___ Data provided

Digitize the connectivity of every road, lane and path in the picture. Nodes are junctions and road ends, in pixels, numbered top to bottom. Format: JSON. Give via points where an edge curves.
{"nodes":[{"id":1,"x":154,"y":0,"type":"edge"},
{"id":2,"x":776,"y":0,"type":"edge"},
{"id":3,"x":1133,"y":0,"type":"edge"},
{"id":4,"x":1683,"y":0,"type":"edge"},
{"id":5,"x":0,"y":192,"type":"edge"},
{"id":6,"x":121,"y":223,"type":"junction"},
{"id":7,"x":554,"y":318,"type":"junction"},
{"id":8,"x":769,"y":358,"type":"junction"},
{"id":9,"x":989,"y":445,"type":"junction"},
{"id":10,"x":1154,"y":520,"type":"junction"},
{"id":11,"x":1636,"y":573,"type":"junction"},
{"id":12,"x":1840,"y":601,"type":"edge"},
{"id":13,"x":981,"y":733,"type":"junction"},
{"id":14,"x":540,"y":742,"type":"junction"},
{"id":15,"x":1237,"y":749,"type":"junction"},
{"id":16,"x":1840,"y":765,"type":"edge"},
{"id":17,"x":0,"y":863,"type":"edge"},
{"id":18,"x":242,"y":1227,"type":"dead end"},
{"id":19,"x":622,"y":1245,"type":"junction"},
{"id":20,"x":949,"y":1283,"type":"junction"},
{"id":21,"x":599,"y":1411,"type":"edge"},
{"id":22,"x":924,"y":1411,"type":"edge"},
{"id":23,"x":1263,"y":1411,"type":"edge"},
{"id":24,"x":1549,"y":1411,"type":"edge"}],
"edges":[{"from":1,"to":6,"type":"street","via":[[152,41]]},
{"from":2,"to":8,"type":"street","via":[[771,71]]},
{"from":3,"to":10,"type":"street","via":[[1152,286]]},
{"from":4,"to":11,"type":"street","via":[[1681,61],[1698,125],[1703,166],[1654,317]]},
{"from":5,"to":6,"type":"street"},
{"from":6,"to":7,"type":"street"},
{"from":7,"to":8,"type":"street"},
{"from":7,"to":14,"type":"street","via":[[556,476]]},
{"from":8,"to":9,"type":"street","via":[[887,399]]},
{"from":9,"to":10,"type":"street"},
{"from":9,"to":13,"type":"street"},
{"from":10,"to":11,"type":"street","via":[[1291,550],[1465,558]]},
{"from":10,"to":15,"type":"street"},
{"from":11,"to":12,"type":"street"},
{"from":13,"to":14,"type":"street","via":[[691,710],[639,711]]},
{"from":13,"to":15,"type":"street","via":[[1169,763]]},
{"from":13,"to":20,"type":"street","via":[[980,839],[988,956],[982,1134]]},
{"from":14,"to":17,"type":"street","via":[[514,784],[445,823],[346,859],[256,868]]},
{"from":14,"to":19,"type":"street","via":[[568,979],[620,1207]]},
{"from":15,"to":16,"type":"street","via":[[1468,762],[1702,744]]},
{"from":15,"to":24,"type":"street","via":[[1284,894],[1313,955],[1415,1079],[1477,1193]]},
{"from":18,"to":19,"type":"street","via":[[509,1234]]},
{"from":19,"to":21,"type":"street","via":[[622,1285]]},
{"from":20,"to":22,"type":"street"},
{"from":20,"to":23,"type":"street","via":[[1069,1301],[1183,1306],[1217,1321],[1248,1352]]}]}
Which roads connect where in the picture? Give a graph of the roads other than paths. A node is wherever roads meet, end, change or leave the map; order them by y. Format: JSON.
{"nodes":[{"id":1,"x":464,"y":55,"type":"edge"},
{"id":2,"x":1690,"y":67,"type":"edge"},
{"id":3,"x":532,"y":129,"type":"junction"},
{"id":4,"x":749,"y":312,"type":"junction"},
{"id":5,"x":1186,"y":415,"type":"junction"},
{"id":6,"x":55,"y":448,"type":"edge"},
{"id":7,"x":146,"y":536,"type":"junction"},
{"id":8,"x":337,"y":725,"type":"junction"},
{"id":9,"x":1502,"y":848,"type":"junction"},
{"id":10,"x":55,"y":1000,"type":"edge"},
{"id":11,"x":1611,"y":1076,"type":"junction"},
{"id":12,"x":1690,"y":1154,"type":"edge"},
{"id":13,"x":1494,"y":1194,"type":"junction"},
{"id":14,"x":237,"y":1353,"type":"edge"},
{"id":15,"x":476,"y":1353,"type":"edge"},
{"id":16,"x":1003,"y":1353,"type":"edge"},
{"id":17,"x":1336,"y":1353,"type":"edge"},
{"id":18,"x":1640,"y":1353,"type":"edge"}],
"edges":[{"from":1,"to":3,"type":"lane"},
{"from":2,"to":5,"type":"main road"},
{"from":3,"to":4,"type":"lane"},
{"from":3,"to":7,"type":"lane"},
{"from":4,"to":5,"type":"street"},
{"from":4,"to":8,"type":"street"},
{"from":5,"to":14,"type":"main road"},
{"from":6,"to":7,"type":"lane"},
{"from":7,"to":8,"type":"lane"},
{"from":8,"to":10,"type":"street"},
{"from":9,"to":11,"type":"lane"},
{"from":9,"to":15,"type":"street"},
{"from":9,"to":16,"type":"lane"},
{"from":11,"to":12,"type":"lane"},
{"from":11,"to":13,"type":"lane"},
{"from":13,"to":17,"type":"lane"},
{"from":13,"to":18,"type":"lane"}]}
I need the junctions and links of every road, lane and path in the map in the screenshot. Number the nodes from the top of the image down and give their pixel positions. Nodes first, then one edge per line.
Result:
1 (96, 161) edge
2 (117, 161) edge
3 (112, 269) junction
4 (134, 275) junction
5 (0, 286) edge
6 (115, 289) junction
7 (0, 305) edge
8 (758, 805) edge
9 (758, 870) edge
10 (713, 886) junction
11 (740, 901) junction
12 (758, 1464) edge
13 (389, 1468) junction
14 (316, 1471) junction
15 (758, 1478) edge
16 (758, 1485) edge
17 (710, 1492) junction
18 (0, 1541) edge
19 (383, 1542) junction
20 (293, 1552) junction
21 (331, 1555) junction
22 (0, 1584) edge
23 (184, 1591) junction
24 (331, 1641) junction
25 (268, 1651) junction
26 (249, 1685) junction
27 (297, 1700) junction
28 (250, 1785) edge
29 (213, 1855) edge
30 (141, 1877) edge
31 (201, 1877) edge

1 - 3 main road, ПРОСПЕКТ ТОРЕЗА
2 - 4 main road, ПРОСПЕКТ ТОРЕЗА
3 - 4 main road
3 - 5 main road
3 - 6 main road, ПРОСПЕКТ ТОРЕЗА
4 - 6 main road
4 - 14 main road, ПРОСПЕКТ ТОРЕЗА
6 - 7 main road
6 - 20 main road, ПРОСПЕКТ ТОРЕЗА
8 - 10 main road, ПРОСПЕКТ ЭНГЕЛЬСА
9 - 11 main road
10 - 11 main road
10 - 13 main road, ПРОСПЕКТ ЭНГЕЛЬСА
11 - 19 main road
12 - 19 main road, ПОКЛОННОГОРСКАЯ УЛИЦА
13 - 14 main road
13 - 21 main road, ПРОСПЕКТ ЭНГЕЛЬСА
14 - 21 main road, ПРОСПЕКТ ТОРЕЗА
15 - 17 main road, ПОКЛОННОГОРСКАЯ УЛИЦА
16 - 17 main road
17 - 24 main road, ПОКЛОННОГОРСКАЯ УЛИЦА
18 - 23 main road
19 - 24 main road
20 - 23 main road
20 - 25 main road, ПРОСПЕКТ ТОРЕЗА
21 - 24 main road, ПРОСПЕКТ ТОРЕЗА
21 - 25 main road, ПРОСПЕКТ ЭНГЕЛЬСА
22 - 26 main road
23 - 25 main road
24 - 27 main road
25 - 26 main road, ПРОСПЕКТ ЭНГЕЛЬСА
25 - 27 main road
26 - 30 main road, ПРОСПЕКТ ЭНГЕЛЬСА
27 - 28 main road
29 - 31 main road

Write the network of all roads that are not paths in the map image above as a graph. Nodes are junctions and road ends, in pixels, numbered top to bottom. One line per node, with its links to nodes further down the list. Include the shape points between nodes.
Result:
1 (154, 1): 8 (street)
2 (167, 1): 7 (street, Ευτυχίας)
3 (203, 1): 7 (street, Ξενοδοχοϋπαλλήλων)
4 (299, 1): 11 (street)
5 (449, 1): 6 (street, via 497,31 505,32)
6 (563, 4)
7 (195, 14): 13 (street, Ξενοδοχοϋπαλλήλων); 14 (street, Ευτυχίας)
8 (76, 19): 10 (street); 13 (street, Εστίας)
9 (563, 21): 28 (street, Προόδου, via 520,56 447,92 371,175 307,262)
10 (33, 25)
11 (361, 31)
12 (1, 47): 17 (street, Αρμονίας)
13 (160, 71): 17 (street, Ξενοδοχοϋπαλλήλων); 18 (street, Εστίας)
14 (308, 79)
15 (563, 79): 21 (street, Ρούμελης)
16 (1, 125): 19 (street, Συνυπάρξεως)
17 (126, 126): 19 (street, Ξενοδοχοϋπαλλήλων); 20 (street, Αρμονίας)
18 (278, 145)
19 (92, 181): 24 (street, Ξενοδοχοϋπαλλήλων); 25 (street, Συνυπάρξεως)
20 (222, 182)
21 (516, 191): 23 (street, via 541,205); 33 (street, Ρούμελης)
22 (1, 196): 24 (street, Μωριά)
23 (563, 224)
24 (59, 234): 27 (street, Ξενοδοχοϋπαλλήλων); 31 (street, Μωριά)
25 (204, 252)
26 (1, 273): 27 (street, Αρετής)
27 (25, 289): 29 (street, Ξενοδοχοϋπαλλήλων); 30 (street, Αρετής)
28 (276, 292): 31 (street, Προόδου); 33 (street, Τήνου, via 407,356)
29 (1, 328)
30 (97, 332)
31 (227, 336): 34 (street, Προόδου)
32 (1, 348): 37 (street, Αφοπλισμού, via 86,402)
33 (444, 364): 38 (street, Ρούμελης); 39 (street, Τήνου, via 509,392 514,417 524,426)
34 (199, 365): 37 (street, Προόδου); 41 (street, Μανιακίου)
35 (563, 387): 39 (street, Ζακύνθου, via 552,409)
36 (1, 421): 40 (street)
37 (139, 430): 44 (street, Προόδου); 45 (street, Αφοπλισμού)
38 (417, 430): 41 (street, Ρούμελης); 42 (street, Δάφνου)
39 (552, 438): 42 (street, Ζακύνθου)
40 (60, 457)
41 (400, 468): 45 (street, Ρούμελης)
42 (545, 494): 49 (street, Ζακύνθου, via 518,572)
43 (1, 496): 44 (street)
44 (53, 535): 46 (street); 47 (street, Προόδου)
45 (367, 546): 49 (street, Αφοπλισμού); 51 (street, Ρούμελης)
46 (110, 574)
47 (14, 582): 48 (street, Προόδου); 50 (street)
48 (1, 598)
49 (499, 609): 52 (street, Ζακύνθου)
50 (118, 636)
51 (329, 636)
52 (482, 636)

______

What the exercise asks =>
Look through the data above and return exactly the lines from the one that contains "I need the junctions" to the one that contains "Write the network", inclusive, with nothing else.

Reply to the task =>
I need the junctions and links of every road, lane and path in the map in the screenshot. Number the nodes from the top of the image down and give their pixel positions. Nodes first, then one edge per line.
Result:
1 (96, 161) edge
2 (117, 161) edge
3 (112, 269) junction
4 (134, 275) junction
5 (0, 286) edge
6 (115, 289) junction
7 (0, 305) edge
8 (758, 805) edge
9 (758, 870) edge
10 (713, 886) junction
11 (740, 901) junction
12 (758, 1464) edge
13 (389, 1468) junction
14 (316, 1471) junction
15 (758, 1478) edge
16 (758, 1485) edge
17 (710, 1492) junction
18 (0, 1541) edge
19 (383, 1542) junction
20 (293, 1552) junction
21 (331, 1555) junction
22 (0, 1584) edge
23 (184, 1591) junction
24 (331, 1641) junction
25 (268, 1651) junction
26 (249, 1685) junction
27 (297, 1700) junction
28 (250, 1785) edge
29 (213, 1855) edge
30 (141, 1877) edge
31 (201, 1877) edge

1 - 3 main road, ПРОСПЕКТ ТОРЕЗА
2 - 4 main road, ПРОСПЕКТ ТОРЕЗА
3 - 4 main road
3 - 5 main road
3 - 6 main road, ПРОСПЕКТ ТОРЕЗА
4 - 6 main road
4 - 14 main road, ПРОСПЕКТ ТОРЕЗА
6 - 7 main road
6 - 20 main road, ПРОСПЕКТ ТОРЕЗА
8 - 10 main road, ПРОСПЕКТ ЭНГЕЛЬСА
9 - 11 main road
10 - 11 main road
10 - 13 main road, ПРОСПЕКТ ЭНГЕЛЬСА
11 - 19 main road
12 - 19 main road, ПОКЛОННОГОРСКАЯ УЛИЦА
13 - 14 main road
13 - 21 main road, ПРОСПЕКТ ЭНГЕЛЬСА
14 - 21 main road, ПРОСПЕКТ ТОРЕЗА
15 - 17 main road, ПОКЛОННОГОРСКАЯ УЛИЦА
16 - 17 main road
17 - 24 main road, ПОКЛОННОГОРСКАЯ УЛИЦА
18 - 23 main road
19 - 24 main road
20 - 23 main road
20 - 25 main road, ПРОСПЕКТ ТОРЕЗА
21 - 24 main road, ПРОСПЕКТ ТОРЕЗА
21 - 25 main road, ПРОСПЕКТ ЭНГЕЛЬСА
22 - 26 main road
23 - 25 main road
24 - 27 main road
25 - 26 main road, ПРОСПЕКТ ЭНГЕЛЬСА
25 - 27 main road
26 - 30 main road, ПРОСПЕКТ ЭНГЕЛЬСА
27 - 28 main road
29 - 31 main road

Write the network of all roads that are not paths in the map image above as a graph. Nodes are junctions and road ends, in pixels, numbered top to bottom. One line per node, with its links to nodes further down the list. Include the shape points between nodes.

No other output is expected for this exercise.